You finally convince your leadership team that online training is a worthwhile investment. You spend months researching eLearning platforms, developing a training strategy, reviewing course material, and navigating a tight budget through the implementation process. 

You can feel the excitement in your step as you stride into work bright and early, expecting to see the results of all your hard work except…

You’re greeted by weary eyes and bored expressions as your employees mindlessly click through their eLearning modules.

What. Went. Wrong?

You thought that 57% of employees want more eLearning opportunities to enhance their skills. And 74% of employees feel their potential is untapped. So why do your employees look like they’d rather be doing anything other than corporate training?

Infographic divided into a grid with three sections. The on the left is a single block titled, "Steps to create effective training" with a 6-item checklist below. Of the 6 items, only one is "real" text and unchecked, which says, "Learner experience". A few bored-looking emojis are floating on the right. The other two blocks are on the right, and are half the size of the first and stacked. Top block: Nearly 60% of employees want more eLearning opportunities to enhance their skills. Bottom block: 74% of employees feel their potential is untapped.

With 85% of employees actively disengaged at work, it can be a struggle to have them engage with anything, let alone training. But with so many eLearning success stories, why is your organization's online training program flatlining?

If you caught my last article, you already know the culprit is likely poorly executed instructional design.

But just in case you didn’t, let’s do a quick recap!

What is instructional design?

Instructional design is the recipe for eLearning program success.

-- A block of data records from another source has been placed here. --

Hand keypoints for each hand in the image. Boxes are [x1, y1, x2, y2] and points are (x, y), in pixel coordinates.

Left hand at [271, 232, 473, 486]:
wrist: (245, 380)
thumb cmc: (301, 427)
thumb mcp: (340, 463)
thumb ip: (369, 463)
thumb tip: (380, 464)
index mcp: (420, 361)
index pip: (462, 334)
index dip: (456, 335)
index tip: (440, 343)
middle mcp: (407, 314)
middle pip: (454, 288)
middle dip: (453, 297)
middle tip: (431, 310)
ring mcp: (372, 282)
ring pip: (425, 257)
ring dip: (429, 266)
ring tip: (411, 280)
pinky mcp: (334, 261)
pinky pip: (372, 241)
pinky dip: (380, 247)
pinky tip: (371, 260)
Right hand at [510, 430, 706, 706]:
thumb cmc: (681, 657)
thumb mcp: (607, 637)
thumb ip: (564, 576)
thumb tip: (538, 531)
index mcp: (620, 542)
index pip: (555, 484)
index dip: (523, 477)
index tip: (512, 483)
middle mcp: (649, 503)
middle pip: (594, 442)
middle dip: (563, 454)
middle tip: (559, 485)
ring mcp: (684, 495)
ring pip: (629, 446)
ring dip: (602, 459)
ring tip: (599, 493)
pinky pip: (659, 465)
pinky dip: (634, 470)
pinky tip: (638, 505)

It is a process that involves analyzing learning needs, developing instructional materials, and assessing learning outcomes to produce effective, engaging, and enjoyable learning experiences for your team.  And who is the mastermind driving this process? Well, it’s none other than the instructional designer!

So, here begins our journey together – hiring an instructional designer to help take our custom eLearning courses and experiences from forgettable to remarkable – and allowing you to achieve your wildest eLearning dreams in the process!

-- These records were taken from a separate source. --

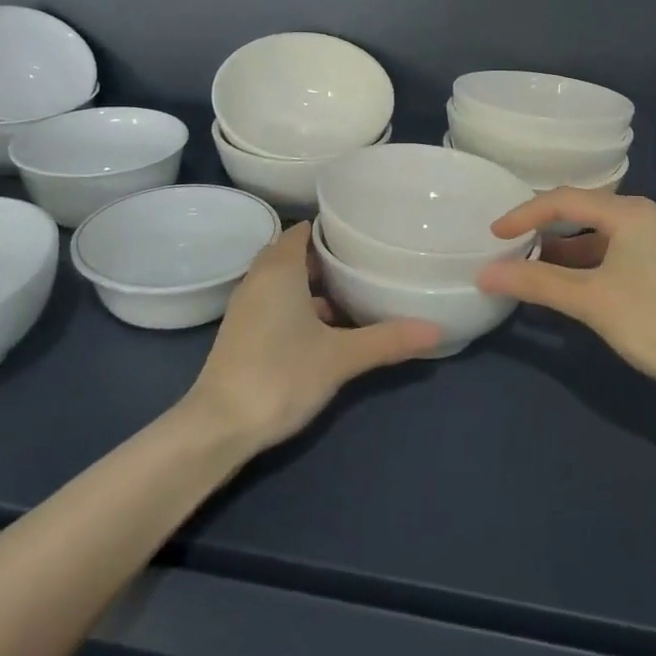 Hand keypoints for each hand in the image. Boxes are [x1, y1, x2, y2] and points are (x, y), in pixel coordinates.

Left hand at [185, 222, 441, 450]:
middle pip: (294, 253)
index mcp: (279, 269)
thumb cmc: (280, 375)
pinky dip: (298, 305)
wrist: (218, 426)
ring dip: (312, 284)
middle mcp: (259, 278)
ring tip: (353, 293)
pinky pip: (274, 302)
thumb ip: (387, 340)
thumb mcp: (340, 357)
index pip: (304, 230)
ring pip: (283, 280)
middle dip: (326, 257)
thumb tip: (437, 329)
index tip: (364, 234)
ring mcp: (246, 306)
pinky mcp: (241, 332)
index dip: (332, 229)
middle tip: (365, 262)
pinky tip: (325, 329)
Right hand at [477, 189, 655, 395]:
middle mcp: (642, 218)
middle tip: (507, 247)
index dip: (524, 214)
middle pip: (579, 213)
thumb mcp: (590, 300)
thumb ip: (535, 282)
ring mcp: (654, 244)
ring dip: (560, 252)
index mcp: (628, 212)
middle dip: (541, 230)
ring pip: (594, 237)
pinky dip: (582, 267)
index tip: (493, 234)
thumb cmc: (655, 321)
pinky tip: (564, 287)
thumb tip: (484, 273)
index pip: (563, 200)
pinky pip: (609, 256)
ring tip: (527, 269)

But what exactly is an instructional designer? Why should you consider hiring one instead of tackling another DIY project? With so many great candidates, how do you decide which instructional designer to hire? 

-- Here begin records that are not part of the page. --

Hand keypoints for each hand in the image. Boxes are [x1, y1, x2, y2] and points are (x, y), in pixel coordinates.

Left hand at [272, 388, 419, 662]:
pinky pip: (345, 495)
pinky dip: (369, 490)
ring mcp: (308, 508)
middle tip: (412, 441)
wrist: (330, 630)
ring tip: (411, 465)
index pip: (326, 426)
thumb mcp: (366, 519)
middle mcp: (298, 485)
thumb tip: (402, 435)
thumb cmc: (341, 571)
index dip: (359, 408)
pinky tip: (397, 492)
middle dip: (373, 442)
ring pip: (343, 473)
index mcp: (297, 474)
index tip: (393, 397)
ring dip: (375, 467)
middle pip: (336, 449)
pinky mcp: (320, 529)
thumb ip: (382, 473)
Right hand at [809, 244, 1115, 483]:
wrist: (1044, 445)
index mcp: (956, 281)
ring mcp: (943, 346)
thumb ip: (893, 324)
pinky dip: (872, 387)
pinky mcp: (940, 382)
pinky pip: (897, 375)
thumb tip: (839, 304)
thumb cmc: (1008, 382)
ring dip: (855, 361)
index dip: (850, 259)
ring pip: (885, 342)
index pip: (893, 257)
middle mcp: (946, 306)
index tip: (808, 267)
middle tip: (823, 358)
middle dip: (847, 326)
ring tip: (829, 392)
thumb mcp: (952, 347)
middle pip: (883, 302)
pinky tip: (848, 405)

If you’re anything like me, it can be easy to get overwhelmed by all the choices you have to make, especially decisions that can have massive impact on your business. 

Luckily, in this article, we'll explore these questions (and more), giving you the inside scoop on

So let’s dive right in!

What is an instructional designer?

If instructional design is the recipe for eLearning success, then an instructional designer is the chef putting your training masterpiece together. 

Similar to how a culinary artist uses ingredients to create mouth-watering dishes, instructional designers use learning theories, instructional design models, and multimedia production to craft custom eLearning solutions that meet the needs of your learners.

Think about it this way: 

Remember the hypothetical scenario at the beginning of this article? You put all that effort into creating a training program only to have your employees completely entirely from the material. 

Well, instructional designers ensure that this hypothetical situation doesn’t become your reality. 

In other words, they can turn a complicated (and often boring) arsenal of training material into impactful learning experiences for your workforce.

Why hire an instructional designer?

In addition to simply creating better training programs, there are several reasons organizations might hire an instructional designer. 

For starters, instructional designers bring unique skills to the table. With a deep understanding of learning theories, instructional design models, and best practices for creating engaging and effective eLearning content, they can design a course that meets all learners' needs – visual, auditory, or kinesthetic.

Instructional designers also have experience using technology and multimedia to create interactive, multimedia-rich learning experiences to keep learners focused and attentive.

Engaging learning experiences presented in an easy-to-understand manner equals increased knowledge retention

Increasing your employees’ ability to retain knowledge means they will have an easier time recalling and applying what they’ve learned to their roles. In nearly every circumstance, improving knowledge retention results in higher productivity levels, better performance, and ultimately increased ROI!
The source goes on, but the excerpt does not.